BioWorld International Correspondent
Atlas Antibodies AB, a newly formed spinout from Sweden's Human Proteome Resource (HPR) program, raised an undisclosed level of seed funding to commence operations.
"We have enough money to start up the company and run it for two to three years," CEO Marianne Hansson told BioWorld International. The Stockholm-based company is founded and chaired by HPR leader Mathias Uhlén, one of Sweden's best-known scientists, who has established several other firms, including Uppsala-based Pyrosequencing AB, now called Biotage AB, and Bromma-based Affibody AB.
The new firm has two lines of business, both of which are derived from ongoing work on the HPR's Human Protein Atlas (HPA) initiative. It is selling collections of polyclonal antibodies that are specific for individual proteins, and it is engaged in the discovery and development of novel biomarkers for diagnostic and, eventually, therapeutic applications in oncology.
The HPR received SEK450 million (US$62.1 million) from the nonprofit, Stockholm-based Wallenberg Foundation to build a public domain map displaying the expression and localization of human proteins in cancerous and normal tissues, as captured through immunohistochemical staining.
Uhlén and colleagues have developed a high-throughput method for generating specific antibodies against so-called protein epitope signature tags (PrEST). Those are individual protein fragments, typically comprising around 100 to 160 amino acid residues, which have a low level of homology to sequences found in other proteins and which can be expressed easily in recombinant bacteria. They elicit the production of a repertoire of polyclonal antibodies directed against a specific protein, with very low cross-reactivity with other proteins.
The company's antibody products also are polyclonal. "We believe the polyclonality is a good thing," Hansson said. "They are validated against a lot of human tissues, and the results are available." Moreover, because the antibodies are ultimately generated from genomic sequences rather than from known and isolated proteins, the company can provide antibodies that recognize unknown proteins.
The current version of the atlas comprises more than 400,000 histological images of antibodies that recognize 718 unique proteins, located in samples of 48 types of normal tissue and 20 types of cancerous tissue. The tissue samples were obtained from 144 individuals without cancer and 216 patients with cancer. On Oct. 30, Uhlén told BioWorld International, Version 2.0 of the atlas will be unveiled.
"That will contain more than 1 million images," he said. Its coverage will extend to 1500 proteins and also will include images derived from multiple human cell lines, as well as tissue samples.

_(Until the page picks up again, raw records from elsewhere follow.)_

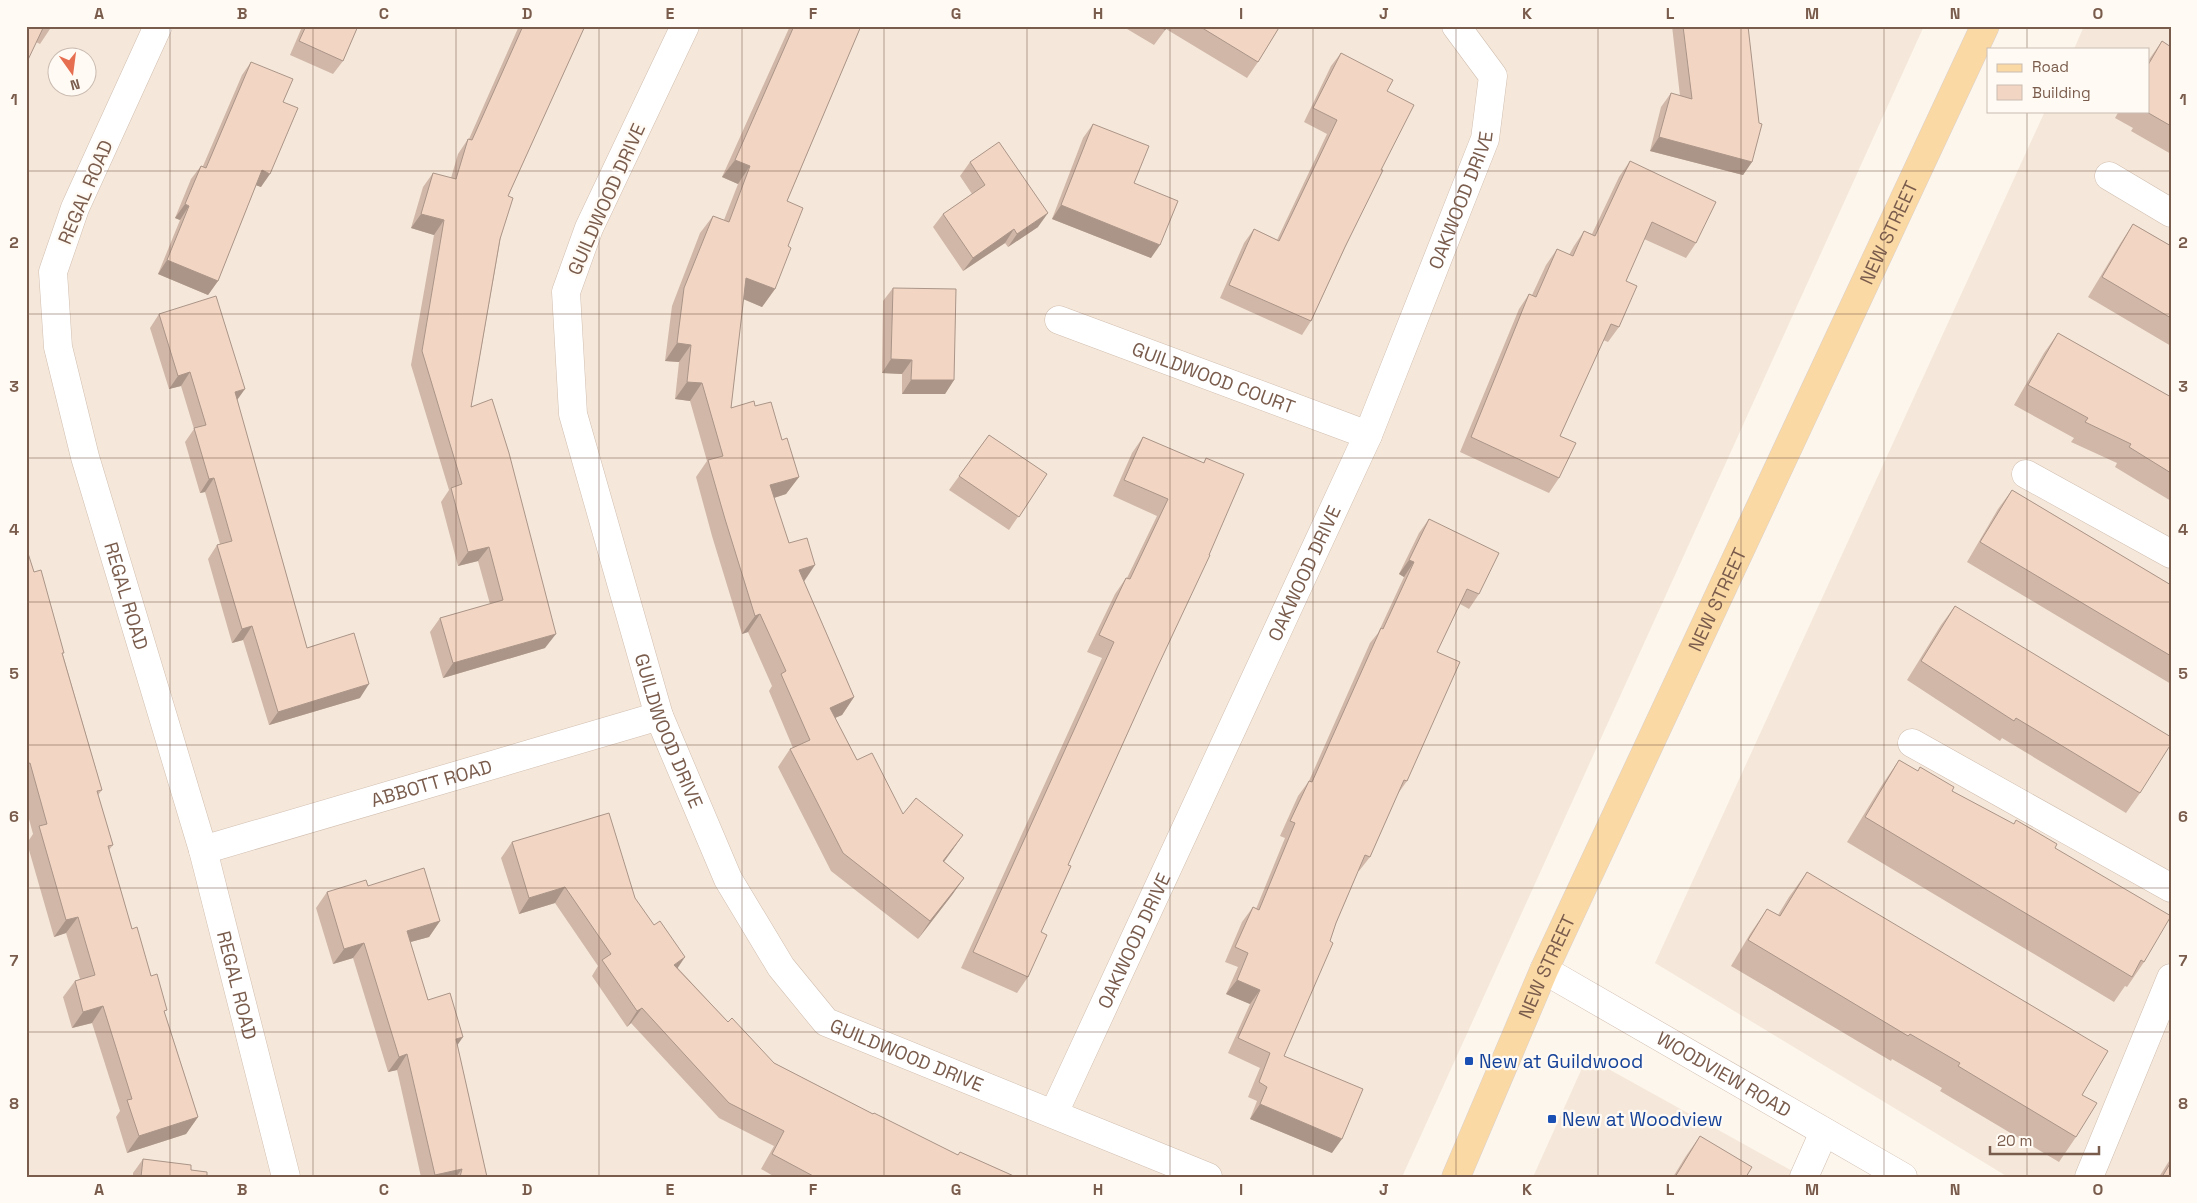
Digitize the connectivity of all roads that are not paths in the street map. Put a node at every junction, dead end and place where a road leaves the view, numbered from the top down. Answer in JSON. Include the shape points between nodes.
{"nodes":[{"id":1,"x":158,"y":26,"type":"edge"},
{"id":2,"x":685,"y":26,"type":"edge"},
{"id":3,"x":1456,"y":26,"type":"edge"},
{"id":4,"x":1985,"y":26,"type":"edge"},
{"id":5,"x":2109,"y":176,"type":"dead end"},
{"id":6,"x":2171,"y":213,"type":"edge"},
{"id":7,"x":1059,"y":320,"type":"dead end"},
{"id":8,"x":1368,"y":435,"type":"junction"},
{"id":9,"x":2026,"y":474,"type":"dead end"},
{"id":10,"x":2171,"y":554,"type":"edge"},
{"id":11,"x":660,"y":716,"type":"junction"},
{"id":12,"x":1912,"y":743,"type":"dead end"},
{"id":13,"x":203,"y":850,"type":"junction"},
{"id":14,"x":2171,"y":888,"type":"edge"},
{"id":15,"x":1544,"y":970,"type":"junction"},
{"id":16,"x":2171,"y":978,"type":"edge"},
{"id":17,"x":1054,"y":1113,"type":"junction"},
{"id":18,"x":1824,"y":1132,"type":"junction"},
{"id":19,"x":286,"y":1177,"type":"edge"},
{"id":20,"x":1208,"y":1177,"type":"edge"},
{"id":21,"x":1456,"y":1177,"type":"edge"},
{"id":22,"x":1804,"y":1177,"type":"edge"},
{"id":23,"x":1903,"y":1177,"type":"edge"},
{"id":24,"x":2089,"y":1177,"type":"edge"}],
"edges":[{"from":1,"to":13,"type":"street","name":"REGAL ROAD","via":[[75,208],[53,272],[58,347],[85,458]]},
{"from":2,"to":11,"type":"street","name":"GUILDWOOD DRIVE","via":[[589,228],[566,292],[573,414]]},
{"from":3,"to":8,"type":"street","name":"OAKWOOD DRIVE","via":[[1493,76],[1485,139]]},
{"from":4,"to":15,"type":"main road","name":"NEW STREET"},
{"from":5,"to":6,"type":"street"},
{"from":7,"to":8,"type":"street","name":"GUILDWOOD COURT"},
{"from":8,"to":17,"type":"street","name":"OAKWOOD DRIVE"},
{"from":9,"to":10,"type":"street"},
{"from":11,"to":13,"type":"street","name":"ABBOTT ROAD"},
{"from":11,"to":17,"type":"street","name":"GUILDWOOD DRIVE","via":[[728,879],[781,967],[826,1022]]},
{"from":12,"to":14,"type":"street"},
{"from":13,"to":19,"type":"street","name":"REGAL ROAD"},
{"from":15,"to":18,"type":"street","name":"WOODVIEW ROAD"},
{"from":15,"to":21,"type":"main road","name":"NEW STREET"},
{"from":16,"to":24,"type":"street"},
{"from":17,"to":20,"type":"street","name":"GUILDWOOD DRIVE"},
{"from":18,"to":22,"type":"street"},
{"from":18,"to":23,"type":"street","name":"WOODVIEW ROAD"}]}
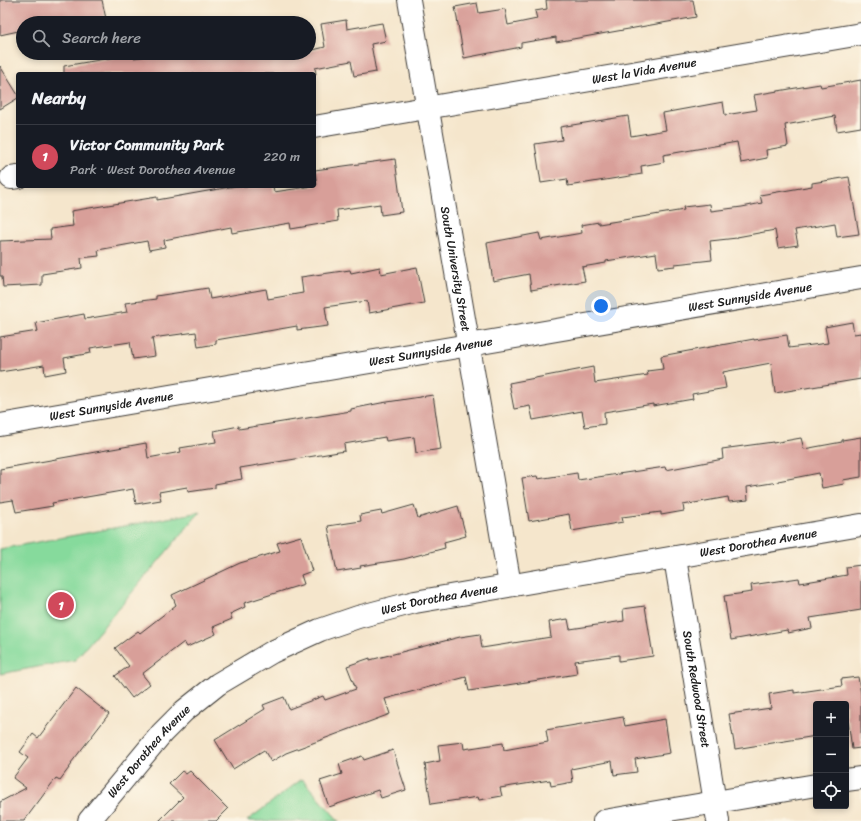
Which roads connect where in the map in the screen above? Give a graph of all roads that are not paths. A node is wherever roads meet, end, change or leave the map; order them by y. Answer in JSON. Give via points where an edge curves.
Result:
{"nodes":[{"id":1,"x":409,"y":0,"type":"edge"},
{"id":2,"x":861,"y":34,"type":"edge"},
{"id":3,"x":428,"y":108,"type":"junction"},
{"id":4,"x":316,"y":127,"type":"edge"},
{"id":5,"x":861,"y":278,"type":"edge"},
{"id":6,"x":469,"y":345,"type":"junction"},
{"id":7,"x":0,"y":426,"type":"edge"},
{"id":8,"x":861,"y":525,"type":"edge"},
{"id":9,"x":675,"y":558,"type":"junction"},
{"id":10,"x":510,"y":585,"type":"junction"},
{"id":11,"x":861,"y":778,"type":"edge"},
{"id":12,"x":849,"y":780,"type":"edge"},
{"id":13,"x":813,"y":786,"type":"edge"},
{"id":14,"x":716,"y":811,"type":"edge"},
{"id":15,"x":89,"y":821,"type":"edge"},
{"id":16,"x":604,"y":821,"type":"edge"}],
"edges":[{"from":1,"to":3,"type":"street","name":"South University Street"},
{"from":2,"to":3,"type":"street","name":"West la Vida Avenue"},
{"from":3,"to":4,"type":"street","name":"West la Vida Avenue"},
{"from":3,"to":6,"type":"street","name":"South University Street"},
{"from":5,"to":6,"type":"street","name":"West Sunnyside Avenue"},
{"from":6,"to":7,"type":"street","name":"West Sunnyside Avenue"},
{"from":6,"to":10,"type":"street","name":"South University Street"},
{"from":8,"to":9,"type":"street","name":"West Dorothea Avenue"},
{"from":9,"to":10,"type":"street","name":"West Dorothea Avenue"},
{"from":9,"to":14,"type":"street","name":"South Redwood Street"},
{"from":10,"to":15,"type":"street","name":"West Dorothea Avenue","via":[[415,602],[358,617],[320,630],[272,652],[218,684],[184,711],[162,733]]},
{"from":11,"to":12,"type":"street"},
{"from":13,"to":14,"type":"street"},
{"from":14,"to":16,"type":"street"}]}
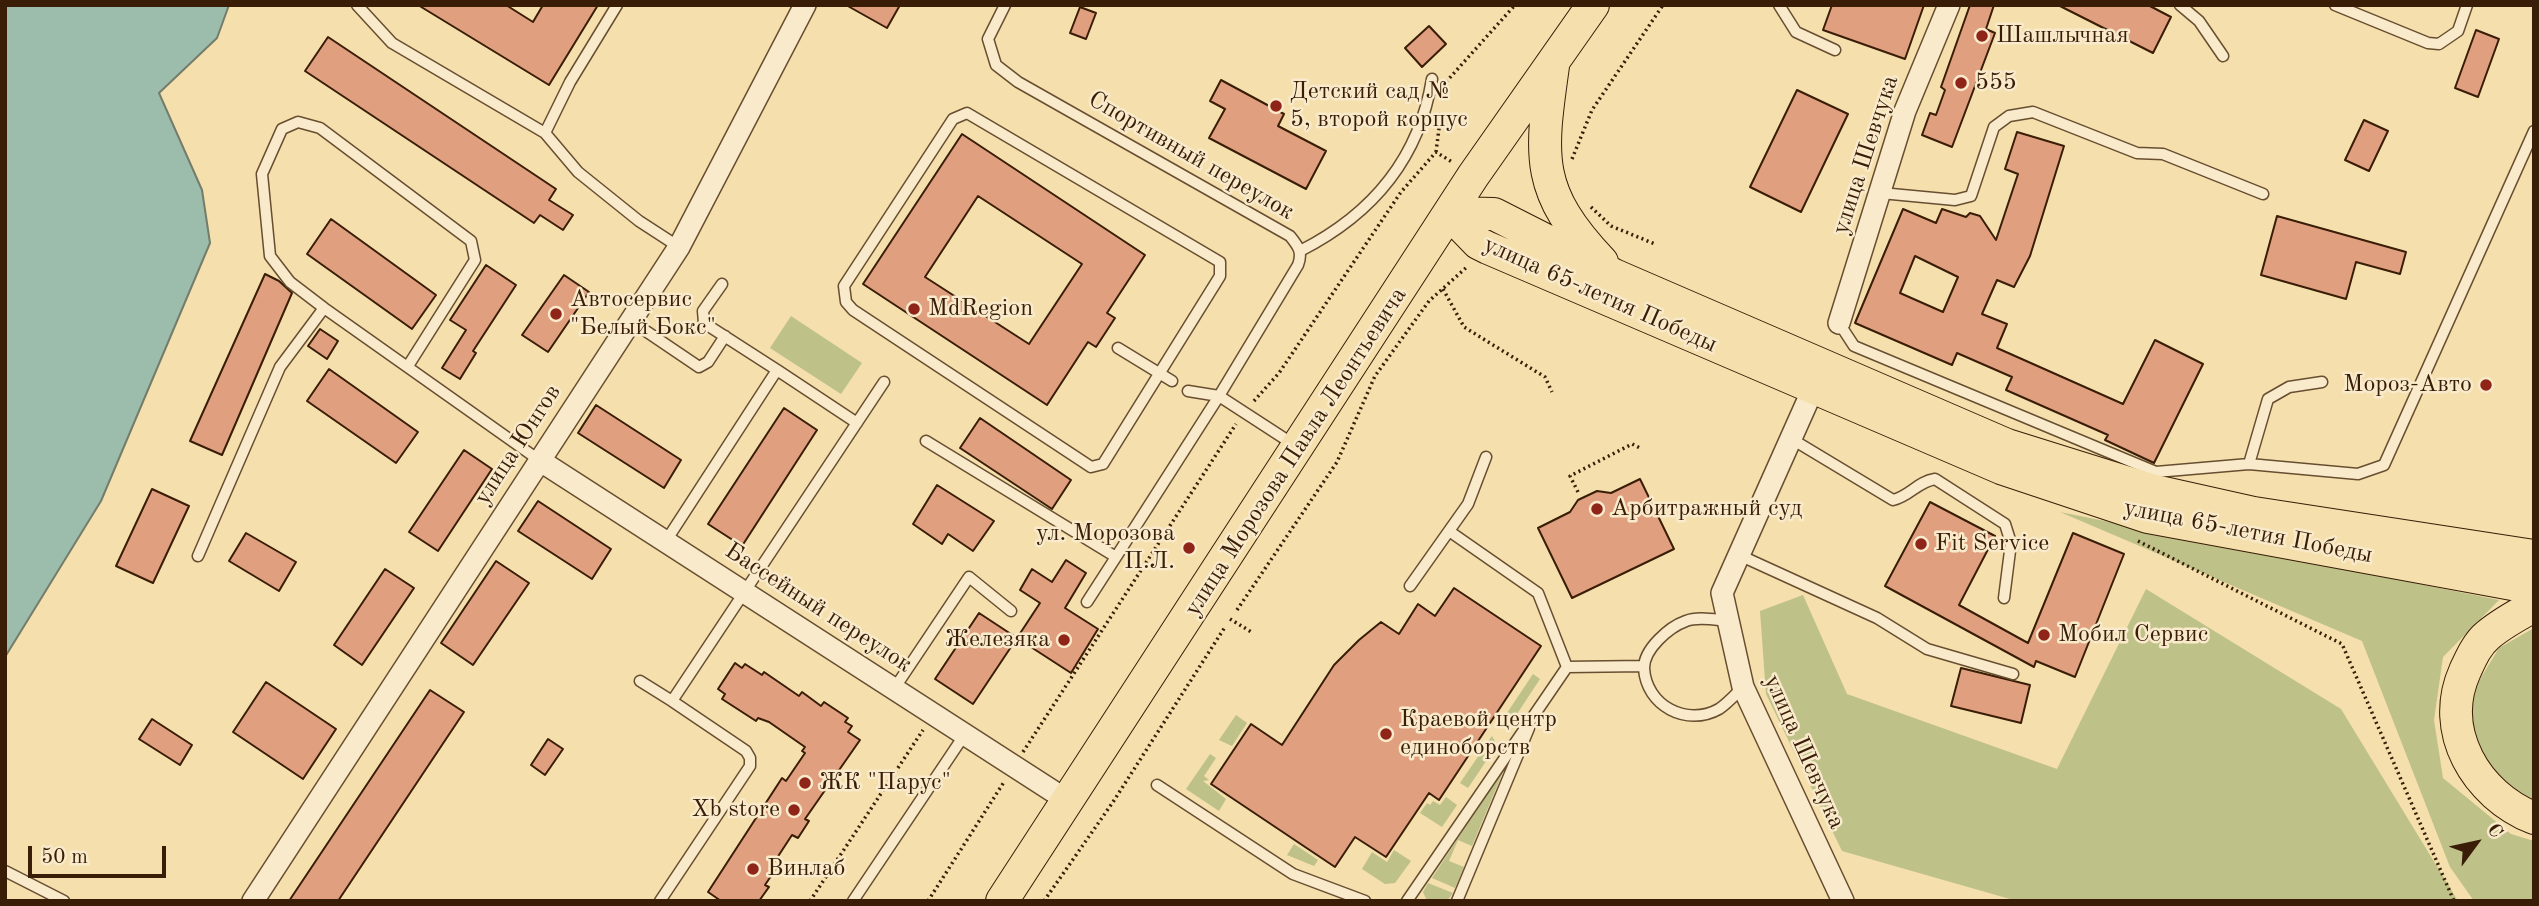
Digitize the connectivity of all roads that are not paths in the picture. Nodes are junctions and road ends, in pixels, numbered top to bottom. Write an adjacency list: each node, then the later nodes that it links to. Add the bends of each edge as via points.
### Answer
1 (357, 5): 16 (lane, via 392,43)
2 (617, 5): 16 (lane)
3 (805, 5): 20 (street, улица Юнгов)
4 (1005, 5): 21 (lane, Спортивный переулок, via 988,39 996,65 1017,82 1290,236)
5 (1593, 5): 13 (main road, улица Морозова Павла Леонтьевича)
6 (1779, 5): 11 (lane, via 1796,32)
7 (1949, 5): 17 (street, улица Шевчука, via 1905,110)
8 (2180, 5): 12 (lane, via 2199,21)
9 (2335, 5): 10 (lane, via 2438,44 2458,31)
10 (2467, 5)
11 (1835, 50)
12 (2223, 56)
13 (1554, 58): 19 (main road, улица Морозова Павла Леонтьевича); 22 (main road, via 1543,137 1550,190 1569,224)
14 (1432, 79): 21 (lane, via 1416,141 1385,189)
15 (2534, 131): 44 (lane, via 2384,465 2358,474)
16 (545, 133): 20 (lane, via 578,172)
17 (1881, 193): 18 (lane, via 1955,200 1971,196 1994,127 2009,116 2033,112 2137,153 2163,154); 26 (street, улица Шевчука)
18 (2263, 194)
19 (1450, 213): 22 (main road, улица 65-летия Победы, via 1494,214); 35 (main road, улица 65-летия Победы, via 1488,248); 41 (main road, улица Морозова Павла Леонтьевича)
20 (679, 247): 25 (street, улица Юнгов)
21 (1300, 251): 37 (lane, Спортивный переулок, via 1298,265)
22 (1614, 275): 49 (main road, улица 65-летия Победы, via 2007,445 2151,489 2254,513)
23 (722, 284): 27 (lane, via 702,317)
24 (324, 308): 29 (lane); 29 (lane, via 290,282 270,256 262,174 282,129 298,122 320,128 471,241 475,261); 48 (lane, via 280,367)
25 (631, 321): 27 (lane, via 699,367 708,362); 43 (street, улица Юнгов)
26 (1839, 323): 44 (lane, via 1854,346 2156,472)
27 (725, 336): 30 (lane)
28 (1118, 348): 31 (lane)
29 (408, 366): 43 (lane)
30 (777, 370): 38 (lane); 46 (lane)
31 (1160, 374): 31 (lane, via 1220,276 1220,262 974,115 953,119 844,286 846,302 1091,467 1107,461); 32 (lane)
32 (1172, 381)
33 (884, 383): 38 (lane)
34 (2322, 383): 44 (lane, via 2289,387 2268,399)
35 (1813, 389): 39 (street, улица Шевчука); 52 (main road, улица 65-летия Победы, via 2001,468 2148,517)
36 (1188, 391): 37 (lane)
37 (1219, 396): 41 (lane); 50 (lane, Спортивный переулок)
38 (857, 423): 53 (lane)
39 (1790, 438): 47 (street, улица Шевчука); 54 (lane, via 1893,500 1905,497 1921,482 1935,480 2005,524 2011,543)
40 (926, 441): 50 (lane)
41 (1298, 447): 69 (main road, улица Морозова Павла Леонтьевича)
42 (1486, 457): 45 (lane, via 1468,504)
43 (539, 460): 46 (street, Бассейный переулок); 73 (street, улица Юнгов)
44 (2249, 464)
45 (1449, 531): 51 (lane); 60 (lane, via 1538,593)
46 (666, 541): 53 (street, Бассейный переулок)
47 (1740, 555): 58 (street, улица Шевчука, via 1723,593); 61 (lane, via 1877,618 1927,649)
48 (198, 556)
49 (2534, 556)
50 (1116, 557): 55 (lane, Спортивный переулок)
51 (1410, 586)
52 (2534, 587)
53 (746, 593): 64 (street, Бассейный переулок); 65 (lane)
54 (2004, 598)
55 (1087, 601)
56 (2534, 606): 70 (main road, via 2487,635 2472,654 2456,705 2458,732 2468,762 2487,790 2513,810)
57 (1011, 611): 64 (lane, via 969,577)
58 (1729, 621): 59 (lane, via 1686,621 1653,644); 63 (street, улица Шевчука)
59 (1644, 666): 60 (lane); 63 (lane, via 1652,693 1663,707 1689,717 1718,709)
60 (1567, 667): 66 (lane)
61 (2013, 674)
62 (640, 681): 65 (lane)
63 (1743, 687): 80 (street, улица Шевчука)
64 (894, 689): 67 (street, Бассейный переулок)
65 (671, 701): 74 (lane, via 746,751 750,766)
66 (1533, 715): 78 (lane); 79 (lane)
67 (965, 734): 69 (street, Бассейный переулок); 75 (lane)
68 (1157, 785): 77 (lane, via 1293,874)
69 (1068, 801): 76 (main road, улица Морозова Павла Леонтьевича)
70 (2534, 818)
71 (5, 871): 72 (lane)
72 (64, 901)
73 (253, 901)
74 (660, 901)
75 (853, 901)
76 (1002, 901)
77 (1365, 901)
78 (1407, 901)
79 (1457, 901)
80 (1843, 901)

Some 80 scientists are working on the project full time, he said, and another 150 researchers are contributing to it. The HPR center is managed from Stockholm's Royal Institute of Technology (KTH), where Uhlén is professor of microbiology. It has eight contributing centers in total, including sites in South Korea, China and Germany. The aim and other similar international initiatives, Uhlén said, is to map some 8,000 proteins by the end of 2009. "We hope that within 10 years we will have antibodies to all the human proteins."
Atlas Antibodies has adopted an unusual ownership structure. Thirty-two percent of its equity is held by the newly established HPR Foundation, which will plough a share of its future profits back into proteomics research at the participating universities, KTH and Uppsala University.
A founding consortium of 54 scientists also holds 32 percent, while seed investors Investor Growth Capital, the venture capital arm of the Stockholm-based industrial holding company Investor AB, and Scandinavian Life Science Venture, also of Stockholm, hold a combined 30 percent. The remaining 6 percent is owned by the holding companies of KTH and Uppsala University.